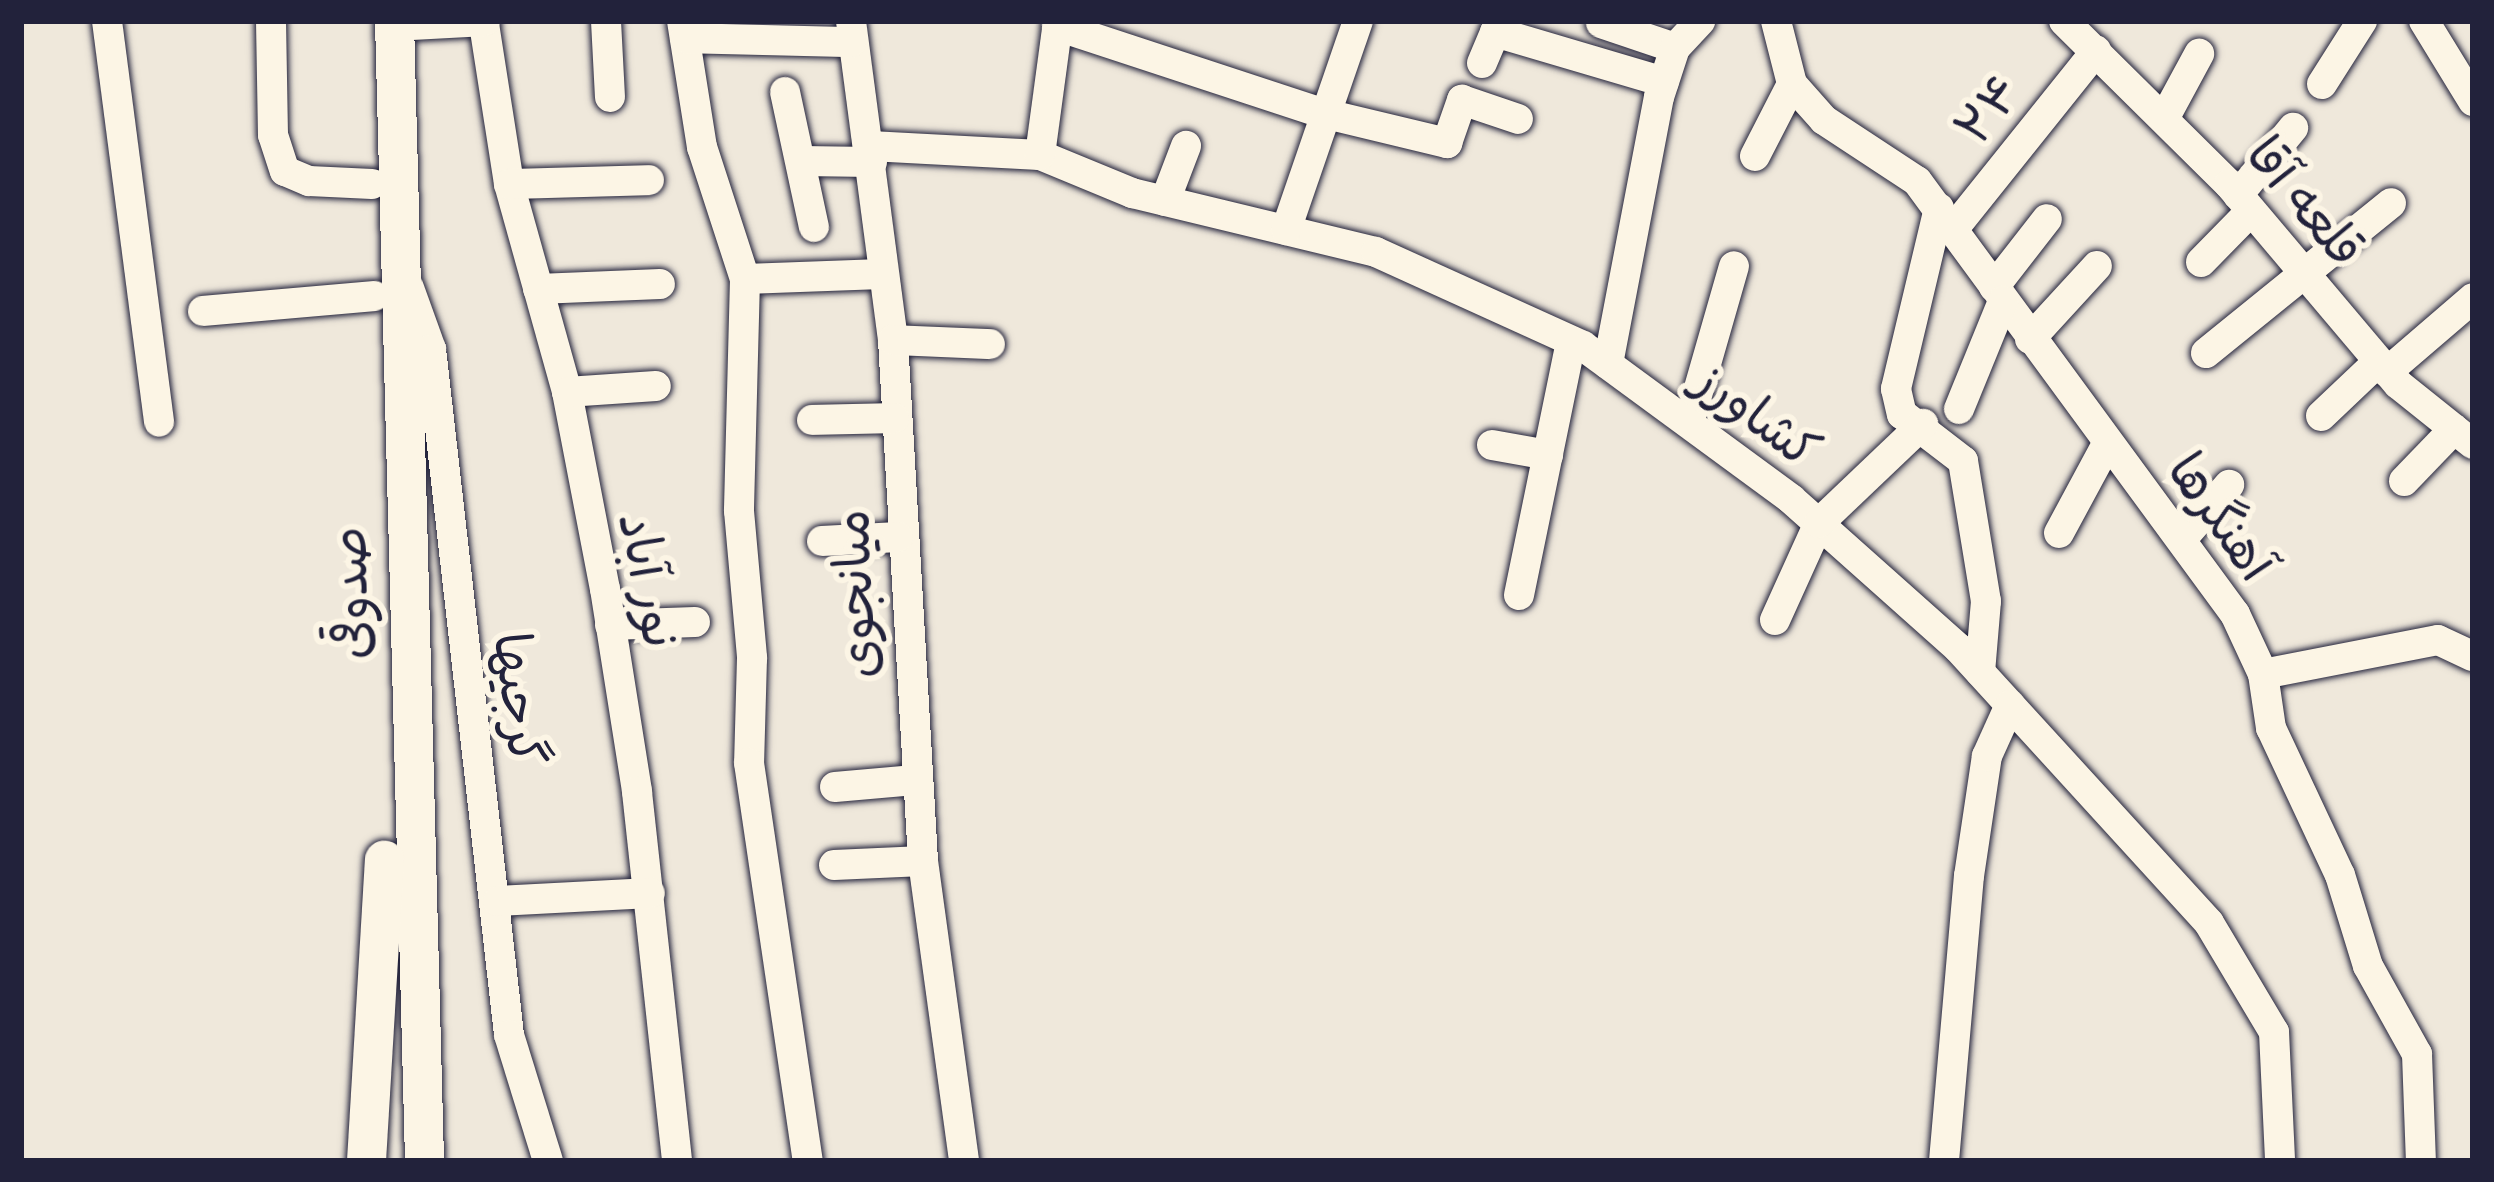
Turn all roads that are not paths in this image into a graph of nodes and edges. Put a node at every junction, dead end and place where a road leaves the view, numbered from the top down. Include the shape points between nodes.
1 (106, 21) edge
2 (271, 21) edge
3 (606, 21) edge
4 (1358, 21) edge
5 (1700, 21) edge
6 (1775, 21) edge
7 (2064, 21) edge
8 (2362, 21) edge
9 (2424, 21) edge
10 (484, 22) edge
11 (1601, 22) edge
12 (387, 23) edge
13 (1057, 23) edge
14 (684, 29) edge
15 (851, 31) edge
16 (1675, 48) junction
17 (2096, 51) junction
18 (2199, 54) dead end
19 (1482, 63) dead end
20 (1664, 82) junction
21 (1792, 84) junction
22 (2322, 84) dead end
23 (785, 92) dead end
24 (610, 97) dead end
25 (2473, 101) edge
26 (1322, 113) junction
27 (2165, 117) junction
28 (1518, 119) dead end
29 (2293, 128) dead end
30 (1186, 146) dead end
31 (871, 154) junction
32 (1040, 154) junction
33 (1755, 156) dead end
34 (802, 161) junction
35 (649, 180) dead end
36 (372, 184) junction
37 (509, 184) junction
38 (1165, 201) junction
39 (2391, 203) dead end
40 (2244, 204) junction
41 (1947, 218) junction
42 (2047, 219) dead end
43 (814, 226) dead end
44 (1286, 230) junction
45 (395, 249) junction
46 (2201, 262) dead end
47 (1734, 266) dead end
48 (2097, 266) dead end
49 (2301, 271) junction
50 (882, 274) junction
51 (745, 279) junction
52 (660, 284) dead end
53 (538, 289) junction
54 (1998, 294) junction
55 (374, 296) junction
56 (2473, 298) edge
57 (203, 311) dead end
58 (2030, 339) junction
59 (892, 340) junction
60 (1571, 340) junction
61 (990, 344) dead end
62 (2206, 352) dead end
63 (1608, 364) junction
64 (2383, 367) junction
65 (656, 386) dead end
66 (567, 392) junction
67 (1959, 409) dead end
68 (2321, 416) dead end
69 (894, 418) junction
70 (812, 420) dead end
71 (159, 422) dead end
72 (1689, 424) junction
73 (1923, 424) junction
74 (2464, 437) edge
75 (2107, 444) junction
76 (1492, 445) dead end
77 (1548, 455) junction
78 (2404, 481) dead end
79 (2229, 485) dead end
80 (1819, 523) junction
81 (2059, 533) dead end
82 (898, 537) junction
83 (2182, 538) junction
84 (821, 541) dead end
85 (1519, 595) dead end
86 (1775, 620) dead end
87 (695, 622) dead end
88 (610, 625) junction
89 (2473, 656) edge
90 (1980, 672) junction
91 (2263, 674) junction
92 (2010, 705) junction
93 (915, 780) junction
94 (835, 788) dead end
95 (922, 861) junction
96 (834, 866) dead end
97 (650, 893) junction
98 (498, 901) junction
99 (366, 1161) edge
100 (424, 1161) edge
101 (548, 1161) edge
102 (677, 1161) edge
103 (808, 1161) edge
104 (964, 1161) edge
105 (1944, 1161) edge
106 (2280, 1161) edge
107 (2421, 1161) edge

1 - 71 street
2 - 36 street via 272,135 285,171 309,181
3 - 24 street
4 - 26 street
5 - 16 street
6 - 21 street, آهنگرها
7 - 17 street, قلعه آقا
8 - 22 street
9 - 25 street
10 - 12 street
10 - 37 street, نور آباد
11 - 16 street
12 - 36 main road, صدوقی
12 - 45 main road, صدوقی
13 - 26 street
13 - 32 street
14 - 15 street
14 - 51 street via 702,147
15 - 31 street, میانجوی
16 - 20 street
17 - 27 street, قلعه آقا
17 - 41 street, ۲۴
18 - 27 street
19 - 20 street via 1495,32
20 - 63 street
21 - 33 street
21 - 41 street, آهنگرها via 1824,120 1917,181
23 - 34 street
26 - 28 street via 1447,142 1462,100
26 - 44 street
27 - 40 street, قلعه آقا
29 - 40 street
30 - 38 street
31 - 32 street, کشاورز
31 - 34 street, کشاورز
31 - 50 street, میانجوی
32 - 38 street, کشاورز
34 - 43 street
35 - 37 street
36 - 55 main road, صدوقی
37 - 53 street, نور آباد
38 - 44 street, کشاورز
39 - 49 street
40 - 46 street
40 - 49 street, قلعه آقا
41 - 54 street, آهنگرها
41 - 73 street via 1896,388 1902,414
42 - 54 street
44 - 60 street, کشاورز via 1376,252
45 - 98 street, گرجیها via 431,349
45 - 100 main road, صدوقی
47 - 72 street
48 - 58 street
49 - 62 street
49 - 64 street, قلعه آقا
50 - 51 street
50 - 59 street, میانجوی
51 - 103 street via 740,511 752,658 749,763
52 - 53 street
53 - 66 street, نور آباد
54 - 58 street, آهنگرها
54 - 67 street
55 - 57 street
55 - 99 main road, صدوقی via 385,912
56 - 64 street
58 - 75 street, آهنگرها
59 - 61 street
59 - 69 street, میانجوی
60 - 63 street, کشاورز
60 - 77 street
63 - 72 street, کشاورز
64 - 68 street
64 - 74 street, قلعه آقا
65 - 66 street
66 - 88 street, نور آباد
69 - 70 street
69 - 82 street, میانجوی
72 - 80 street, کشاورز
73 - 80 street
73 - 90 street via 1963,461 1986,601
74 - 78 street
75 - 81 street
75 - 83 street, آهنگرها
76 - 77 street
77 - 85 street
79 - 83 street
80 - 86 street
80 - 90 street, کشاورز
82 - 84 street
82 - 93 street, میانجوی
83 - 91 street, آهنگرها via 2235,614
87 - 88 street
88 - 97 street, نور آباد
89 - 91 street via 2438,640
90 - 92 street, کشاورز
91 - 107 street, آهنگرها via 2271,728 2340,875 2368,966 2417,1054
92 - 105 street via 1987,756 1975,836
92 - 106 street, کشاورز via 2210,923 2274,1032
93 - 94 street
93 - 95 street, میانجوی
95 - 96 street
95 - 104 street, میانجوی
97 - 98 street
97 - 102 street, نور آباد
98 - 101 street, گرجیها via 509,1035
+ + + +
- **What the task requires**
Look through the material above for the word "قلعه" and copy every line that has it.

- **Problem solution**
7 - 17 street, قلعه آقا
17 - 27 street, قلعه آقا
27 - 40 street, قلعه آقا
40 - 49 street, قلعه آقا
49 - 64 street, قلعه آقا
64 - 74 street, قلعه آقا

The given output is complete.